Plenty of Passing Options
One of the biggest strengths of the 3-6-1 has to do with the fact that there are two attacking midfielders up front with the striker. These two players will be finding holes in the defense and coming to meet the ball, giving everyone multiple passing options. This can often lead to the opposing team stepping back a bit when they worry about giving up goal scoring opportunities, making those passes even easier.
Since there will usually be at least five midfielders and one attacker up the field, it can be very difficult for the opposing team to find a way out. This high press style is always tough to deal with, but it becomes even more difficult when you aren’t used to so many players pressing the ball. It can lead to great counterattacking opportunities and it lowers the chances of the opponents finding a clean way out.

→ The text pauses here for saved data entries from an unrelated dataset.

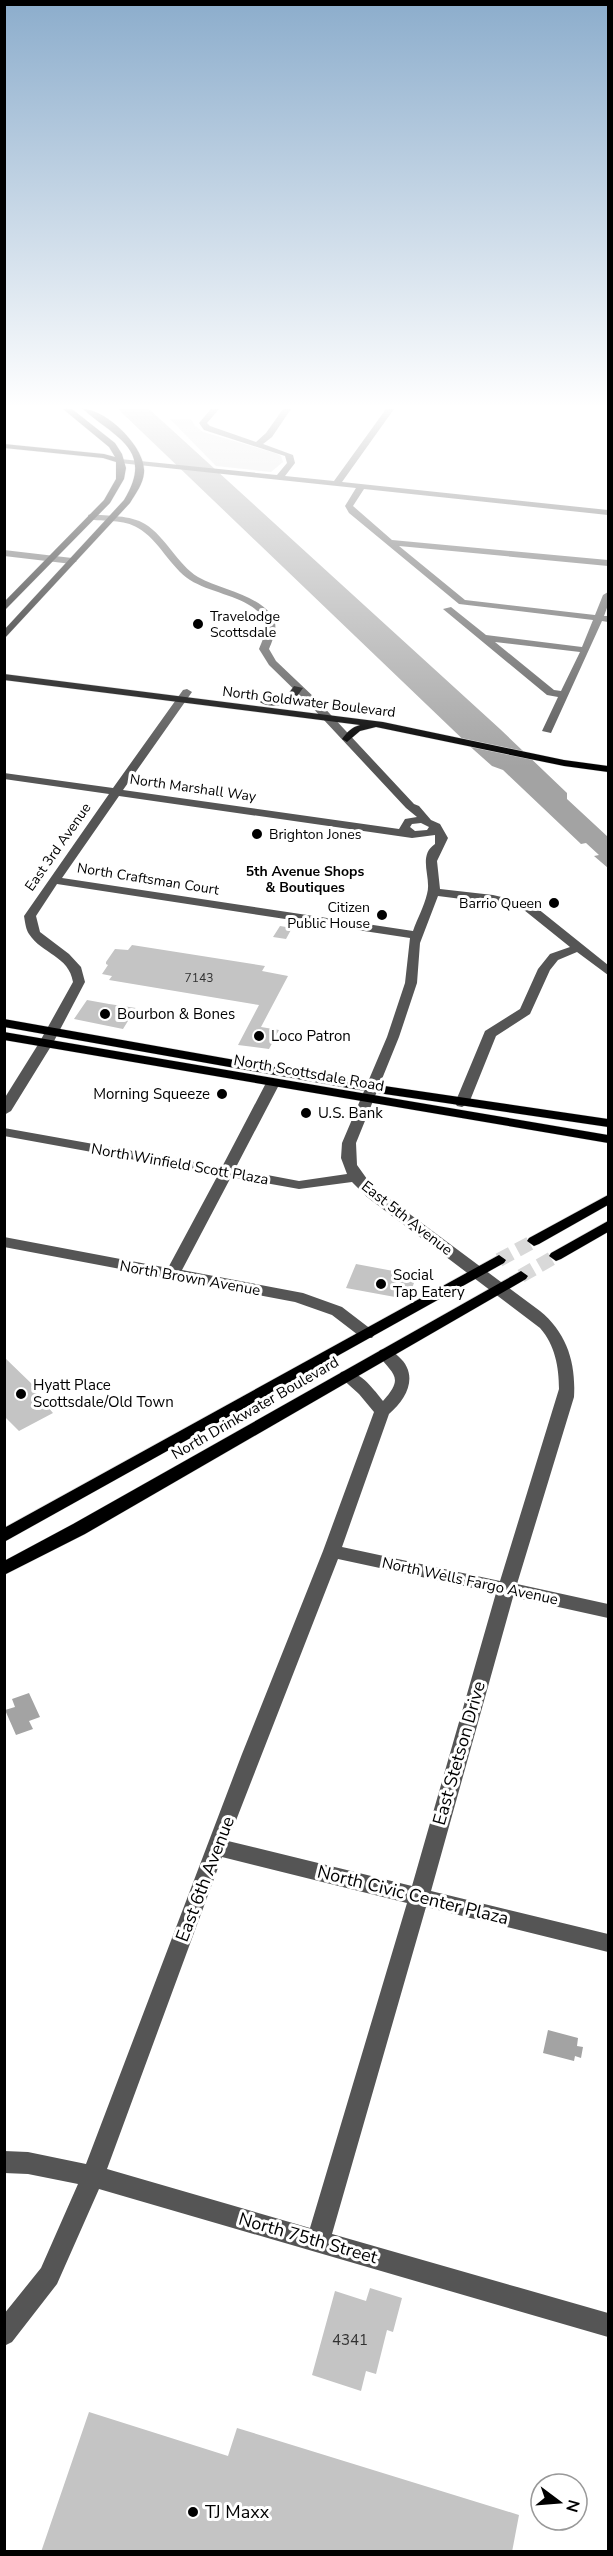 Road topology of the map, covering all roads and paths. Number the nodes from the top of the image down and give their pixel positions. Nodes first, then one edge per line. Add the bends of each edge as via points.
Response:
1 (81, 528) edge
2 (102, 528) edge
3 (144, 528) edge
4 (372, 528) edge
5 (389, 542) junction
6 (4, 553) edge
7 (51, 559) junction
8 (72, 561) junction
9 (609, 563) edge
10 (609, 595) edge
11 (4, 608) edge
12 (447, 609) dead end
13 (604, 619) edge
14 (4, 636) edge
15 (483, 638) junction
16 (586, 650) junction
17 (4, 668) edge
18 (4, 677) edge
19 (298, 688) junction
20 (565, 695) junction
21 (184, 697) junction
22 (265, 702) junction
23 (320, 709) junction
24 (328, 719) junction
25 (383, 725) junction
26 (547, 731) dead end
27 (347, 739) junction
28 (609, 759) edge
29 (609, 769) edge
30 (4, 776) edge
31 (116, 792) junction
32 (410, 806) junction
33 (407, 822) junction
34 (431, 824) junction
35 (377, 829) junction
36 (416, 835) junction
37 (434, 850) junction
38 (54, 880) junction
39 (434, 892) junction
40 (417, 935) junction
41 (577, 948) junction
42 (609, 971) edge
43 (4, 1023) edge
44 (4, 1036) edge
45 (49, 1037) junction
46 (273, 1083) junction
47 (369, 1094) junction
48 (462, 1102) junction
49 (4, 1111) edge
50 (609, 1123) edge
51 (4, 1132) edge
52 (609, 1139) edge
53 (226, 1172) junction
54 (356, 1177) junction
55 (609, 1199) edge
56 (609, 1226) edge
57 (534, 1241) tunnel mouth
58 (4, 1242) edge
59 (556, 1256) tunnel mouth
60 (499, 1260) tunnel mouth
61 (478, 1272) junction
62 (172, 1275) junction
63 (522, 1276) tunnel mouth
64 (501, 1288) junction
65 (367, 1334) junction
66 (386, 1354) junction
67 (347, 1376) junction
68 (382, 1411) junction
69 (4, 1536) edge
70 (332, 1551) junction
71 (4, 1569) edge
72 (507, 1590) junction
73 (609, 1611) edge
74 (217, 1847) junction
75 (419, 1896) junction
76 (609, 1943) edge
77 (4, 2162) edge
78 (93, 2176) junction
79 (318, 2241) junction
80 (609, 2325) edge
81 (4, 2334) edge

1 - 7 main road
2 - 8 main road
3 - 19 street via 200,583 260,610 270,622 265,653
4 - 5 street
5 - 9 street
5 - 13 street via 462,602
6 - 7 street
7 - 8 street
7 - 11 main road
8 - 14 main road
10 - 13 street
12 - 15 street
13 - 16 street
15 - 16 street
15 - 20 street via 551,693
16 - 20 street
17 - 21 main road, North Goldwater Boulevard
18 - 21 main road, North Goldwater Boulevard
19 - 22 main road via 297,695 290,700
19 - 23 street
20 - 26 street
21 - 22 main road, North Goldwater Boulevard
21 - 24 main road, North Goldwater Boulevard
21 - 31 street, East 3rd Avenue
22 - 23 main road, North Goldwater Boulevard
23 - 24 street
23 - 28 main road, North Goldwater Boulevard via 400,718
24 - 25 main road, North Goldwater Boulevard
24 - 27 street
25 - 27 main road via 357,729
25 - 29 main road, North Goldwater Boulevard
27 - 32 street
30 - 31 street, North Marshall Way
31 - 35 street, North Marshall Way
31 - 38 street, East 3rd Avenue
32 - 33 street
32 - 34 street
33 - 34 street, North Marshall Way
33 - 35 street, North Marshall Way
33 - 36 street via 404,830
34 - 36 street via 431,833
34 - 37 street, East 5th Avenue via 442,838
35 - 36 street, North Marshall Way
36 - 37 street
37 - 39 street, East 5th Avenue via 430,865
38 - 40 street, North Craftsman Court
38 - 45 street, East 3rd Avenue via 33,910 32,927 40,939 73,965 79,982
39 - 40 street, East 5th Avenue
39 - 41 street via 528,906
40 - 47 street, East 5th Avenue via 411,983
41 - 42 street
41 - 48 street via 555,957 544,969 525,1011 490,1034
43 - 45 main road, North Scottsdale Road
44 - 45 main road, North Scottsdale Road
45 - 46 main road, North Scottsdale Road
45 - 47 main road, North Scottsdale Road
45 - 49 street, East 3rd Avenue
46 - 47 main road, North Scottsdale Road
46 - 53 street
47 - 48 main road, North Scottsdale Road
47 - 52 main road, North Scottsdale Road
47 - 54 street, East 5th Avenue via 347,1150
48 - 50 main road, North Scottsdale Road
51 - 53 street, North Winfield Scott Plaza
53 - 54 street, North Winfield Scott Plaza via 299,1185
53 - 62 street
54 - 61 street, East 5th Avenue via 393,1211
55 - 57 main road
56 - 59 main road
58 - 62 street, North Brown Avenue
60 - 61 main road, North Drinkwater Boulevard
61 - 64 street
61 - 65 main road, North Drinkwater Boulevard
62 - 65 street, North Brown Avenue via 318,1303 337,1311
63 - 64 main road, North Drinkwater Boulevard
64 - 66 main road, North Drinkwater Boulevard
64 - 72 street, East Stetson Drive via 553,1334 568,1378 566,1397
65 - 69 main road, North Drinkwater Boulevard
66 - 67 main road, North Drinkwater Boulevard
66 - 68 street, East 6th Avenue via 402,1372 392,1404
67 - 68 street
67 - 71 main road, North Drinkwater Boulevard
68 - 70 street, East 6th Avenue
70 - 72 street, North Wells Fargo Avenue
70 - 74 street, East 6th Avenue
72 - 73 street, North Wells Fargo Avenue
72 - 75 street, East Stetson Drive
74 - 75 street, North Civic Center Plaza
74 - 78 street, East 6th Avenue
75 - 76 street, North Civic Center Plaza
75 - 79 street, East Stetson Drive
77 - 78 street, North 75th Street
78 - 79 street, North 75th Street
78 - 81 street, East 6th Avenue via 49,2276
79 - 80 street, North 75th Street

Most Teams Don’t Know How to Play Against It
Most managers have never had to deal with the 3-6-1, so it forces them to make game plan changes on the fly. That is never a good thing since it often leads to mistakes, which in this case the team using the 3-6-1 could exploit. One of the reasons why more and more coaches are using the 3-6-1 is because they know opposing teams will be confused by it.
Weaknesses of the 3-6-1
As we mentioned earlier, the 3-6-1 formation is not a very popular formation. There are many reasons for that. Below are just a few of the biggest weaknesses of the 3-6-1.
Weak in the Corners
Since pretty much every player is going to be pinching in the majority of the time, opposing teams can find holes along the sidelines. This is especially bad for the 3-6-1 team when their opponents go on the counterattack. They will have a tough time keeping them from countering straight down the line since they will have to focus on anyone in the middle of the pitch.

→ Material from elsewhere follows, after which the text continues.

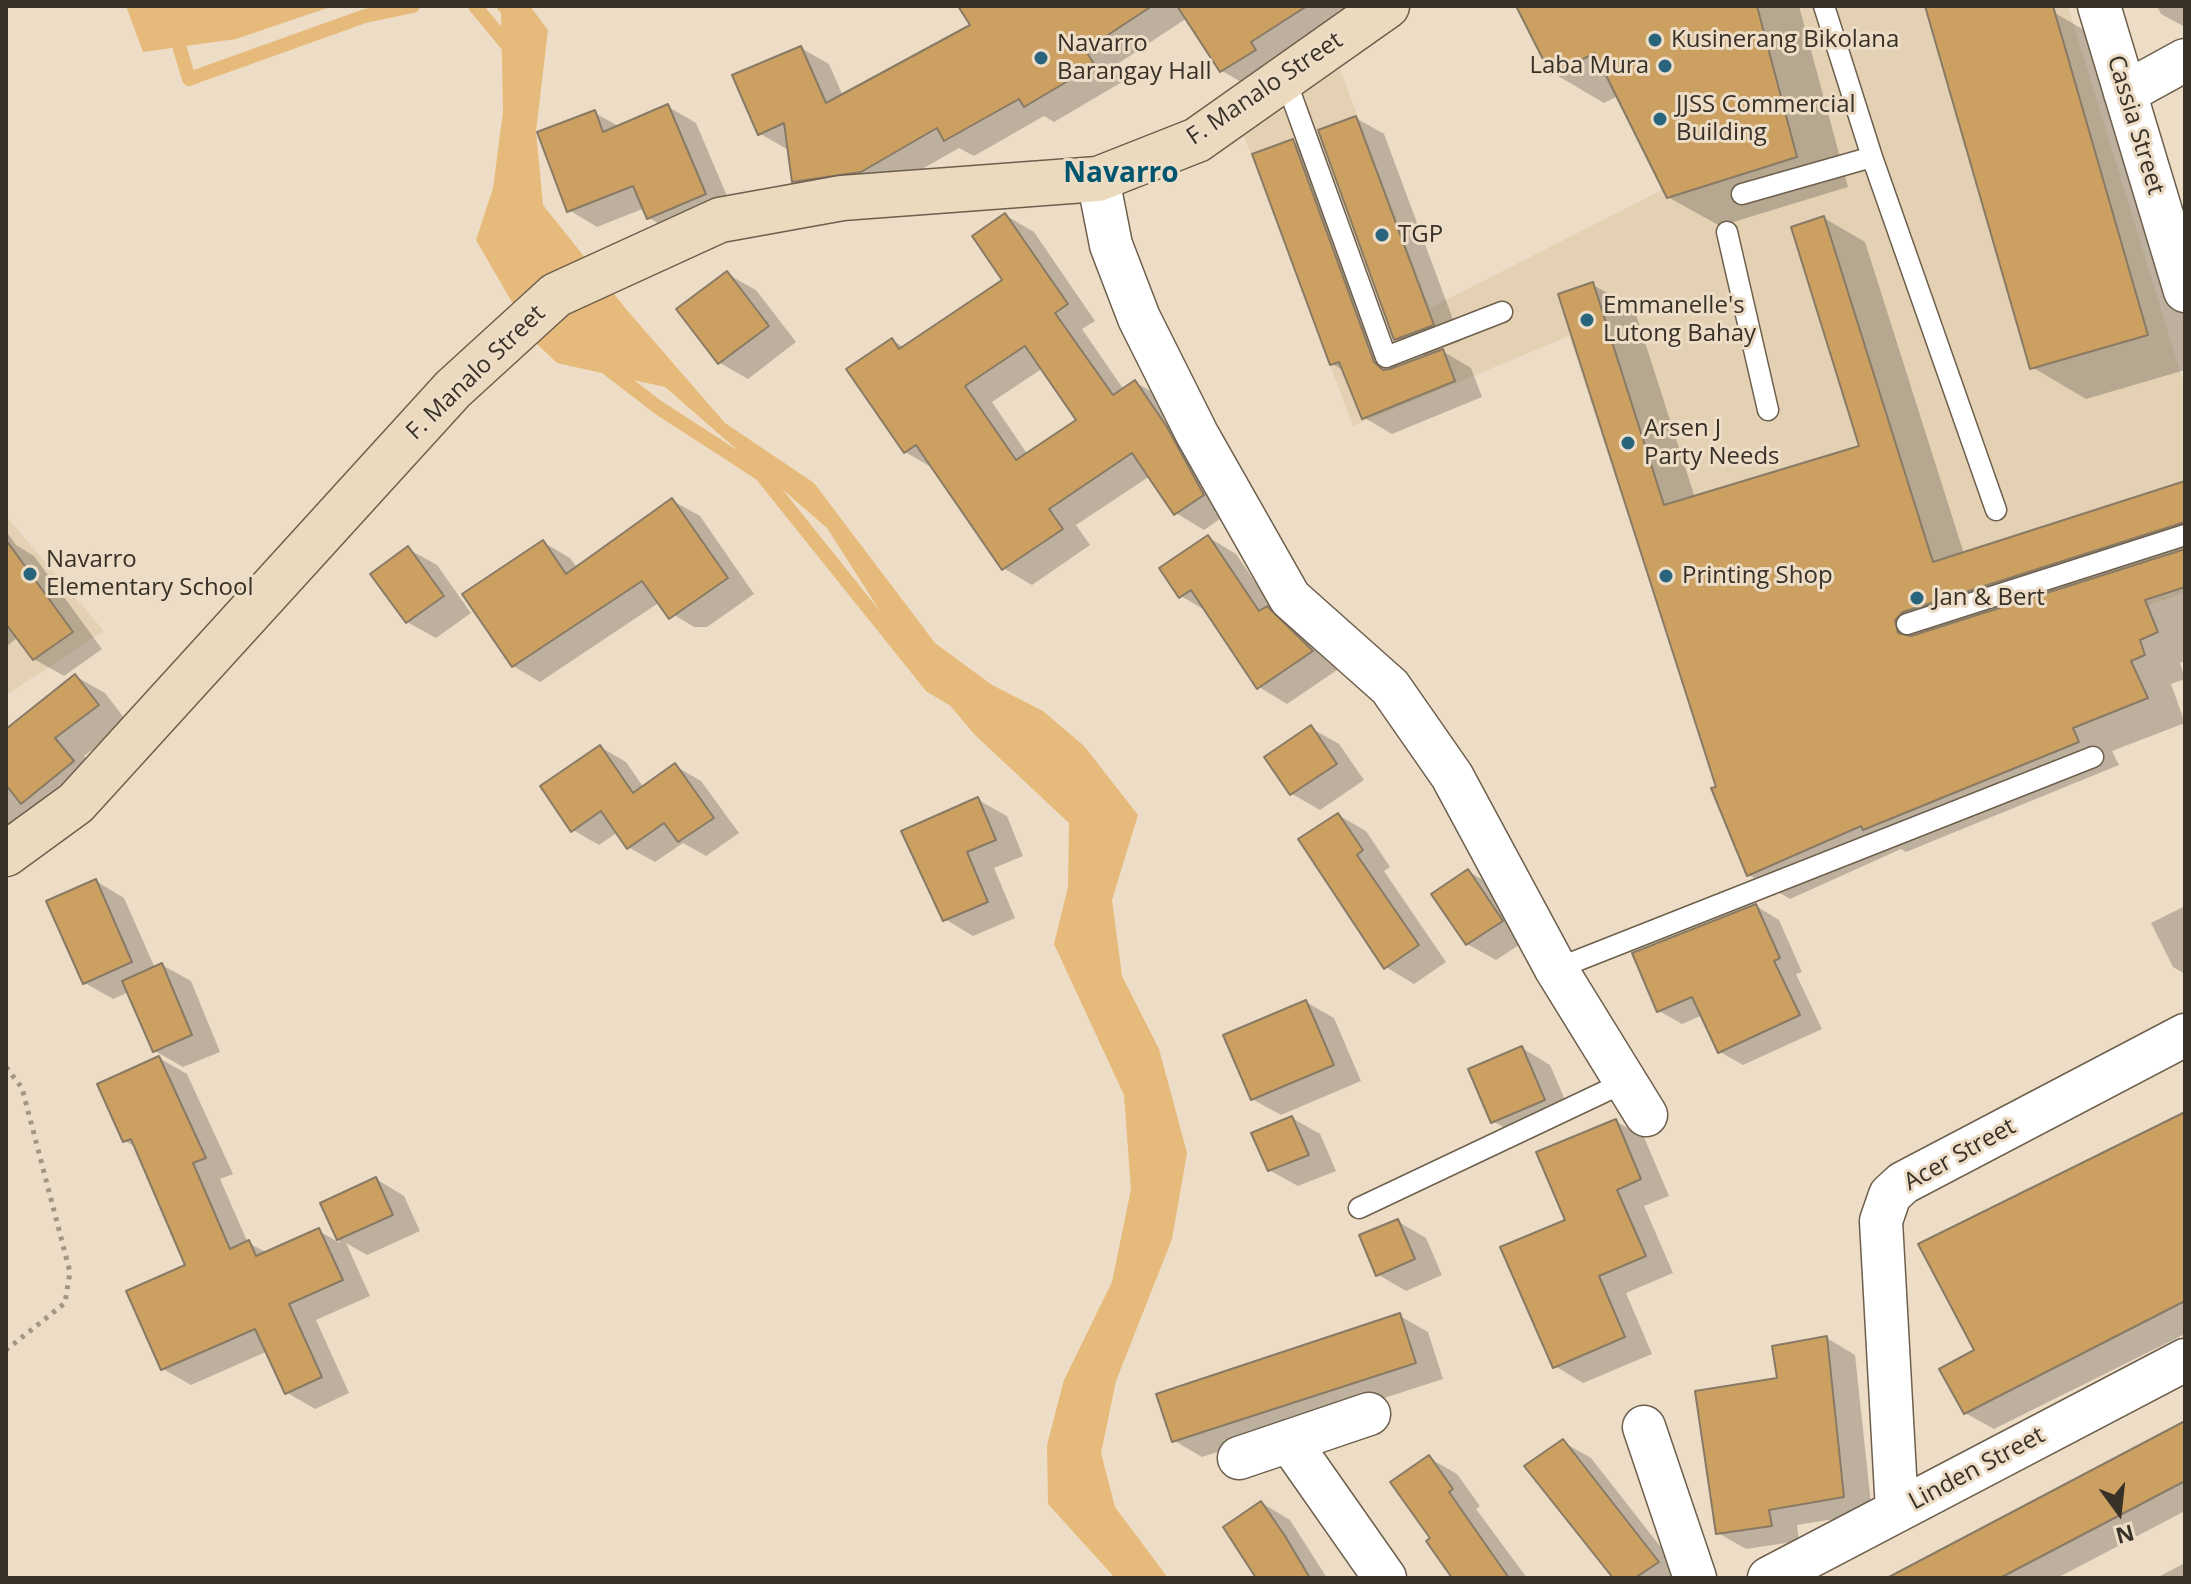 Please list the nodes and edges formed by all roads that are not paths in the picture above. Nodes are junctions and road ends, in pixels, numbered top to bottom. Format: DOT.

Needs a Creative, Athletic Goalkeeper
Unlike in most formations, the goalie is very active in the 3-6-1 even when most of the players are on the opposite end of the field. This is because he or she only has three defenders in front of them, so they will have to move forward and sweep the ball more often than in other formations. Not only that, they will also have to learn to be a playmaker since this is not the type of formation that wants to get stuck defending or slowly moving the ball up the field.
Fewer Defensive Players
While the 3-6-1 does have plenty of midfielders to help out in defense, it’s not actually a formation designed to get a lot of defense from everyone. Two of those six midfielders are offensive-minded, so they might not have the skill to get back do a good job on defense. This is yet another reason why teams using the 3-6-1 pretty much have to win the possession battle.